EXERCISE AIM: Please output all the entries word for word, without the pictures.

PROVIDED ENTRIES:

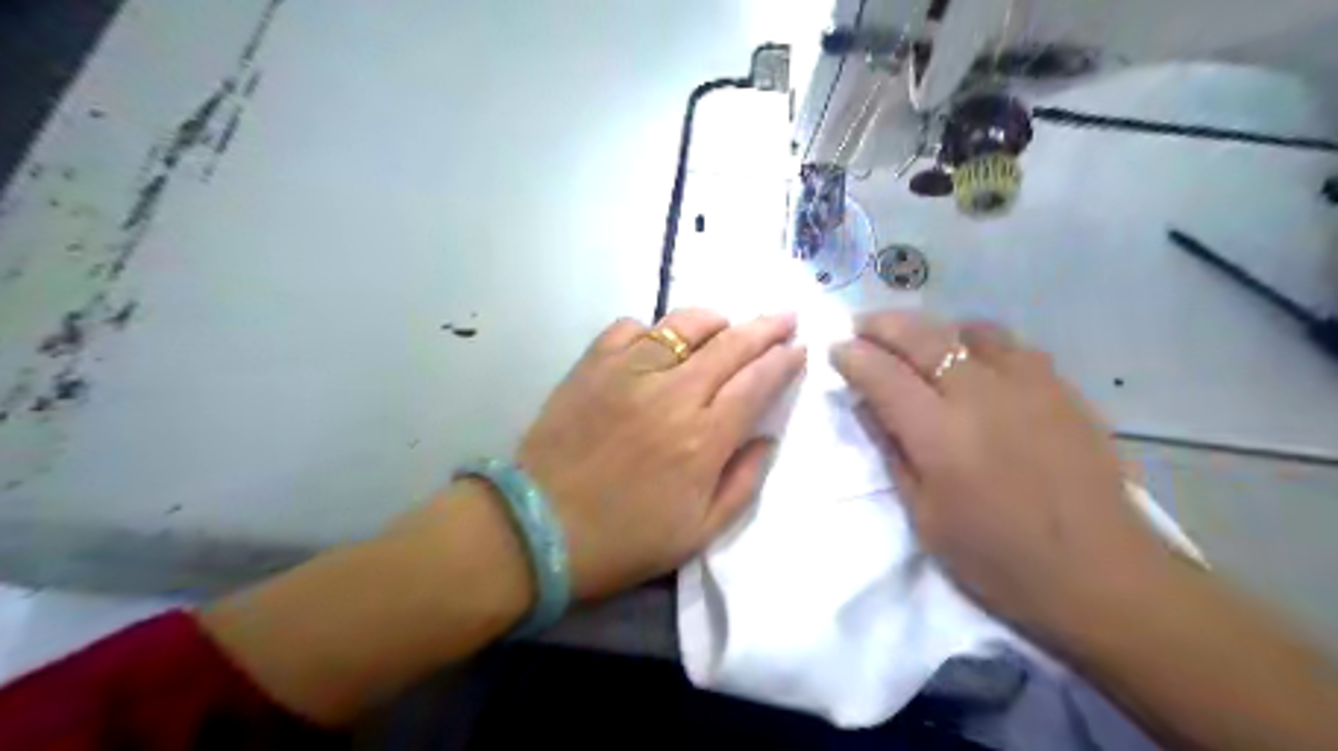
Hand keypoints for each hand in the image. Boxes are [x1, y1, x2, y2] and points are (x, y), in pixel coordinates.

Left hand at [515, 308, 796, 599]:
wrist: (539, 529)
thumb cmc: (624, 540)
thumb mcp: (700, 533)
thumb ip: (743, 482)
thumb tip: (766, 437)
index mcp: (703, 439)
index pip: (757, 382)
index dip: (783, 360)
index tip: (799, 348)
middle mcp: (672, 394)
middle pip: (731, 344)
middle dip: (766, 327)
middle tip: (785, 317)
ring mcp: (628, 372)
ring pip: (684, 324)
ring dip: (715, 321)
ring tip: (726, 327)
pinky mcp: (592, 365)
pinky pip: (631, 328)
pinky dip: (653, 330)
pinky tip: (658, 344)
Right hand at [832, 311, 1172, 632]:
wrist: (1099, 574)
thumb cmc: (996, 558)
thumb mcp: (924, 516)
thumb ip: (891, 451)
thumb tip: (865, 404)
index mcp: (939, 434)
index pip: (882, 373)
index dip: (852, 355)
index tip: (835, 350)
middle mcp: (980, 395)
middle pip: (921, 336)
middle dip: (881, 325)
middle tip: (861, 328)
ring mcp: (1027, 385)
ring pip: (968, 330)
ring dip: (931, 330)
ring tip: (916, 344)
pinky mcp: (1061, 388)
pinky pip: (1011, 345)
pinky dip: (977, 342)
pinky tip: (974, 361)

EXERCISE RESULT:
Hand keypoints for each hand in the image. Boxes are [x1, y1, x2, y2] and points are (x, y), in pixel coordinates.

Left hand at [515, 308, 796, 599]:
wrist: (539, 529)
thumb cmc: (624, 540)
thumb mcp: (700, 533)
thumb ip: (743, 482)
thumb tip: (766, 437)
index mcp: (703, 439)
index pip: (757, 382)
index dip: (783, 360)
index tip: (799, 348)
middle mcp: (672, 394)
middle pip: (731, 344)
middle dip: (766, 327)
middle tip: (785, 317)
ring mcp: (628, 372)
ring pip: (684, 324)
ring dip: (715, 321)
ring tip: (726, 327)
pinky mcp: (592, 365)
pinky pip: (631, 328)
pinky dip: (653, 330)
pinky tip: (658, 344)
Right hand at [832, 311, 1172, 632]:
wrist: (1099, 574)
thumb cmc: (996, 558)
thumb mcp: (924, 516)
thumb ip: (891, 451)
thumb tip: (865, 404)
index mcp: (939, 434)
index pip: (882, 373)
index dip: (852, 355)
index tip: (835, 350)
middle mcp: (980, 395)
middle pip: (921, 336)
middle dip: (881, 325)
middle tip: (861, 328)
ring mcp: (1027, 385)
ring pip: (968, 330)
ring dip: (931, 330)
ring tip: (916, 344)
pinky mcp: (1061, 388)
pinky pip: (1011, 345)
pinky dip: (977, 342)
pinky tip: (974, 361)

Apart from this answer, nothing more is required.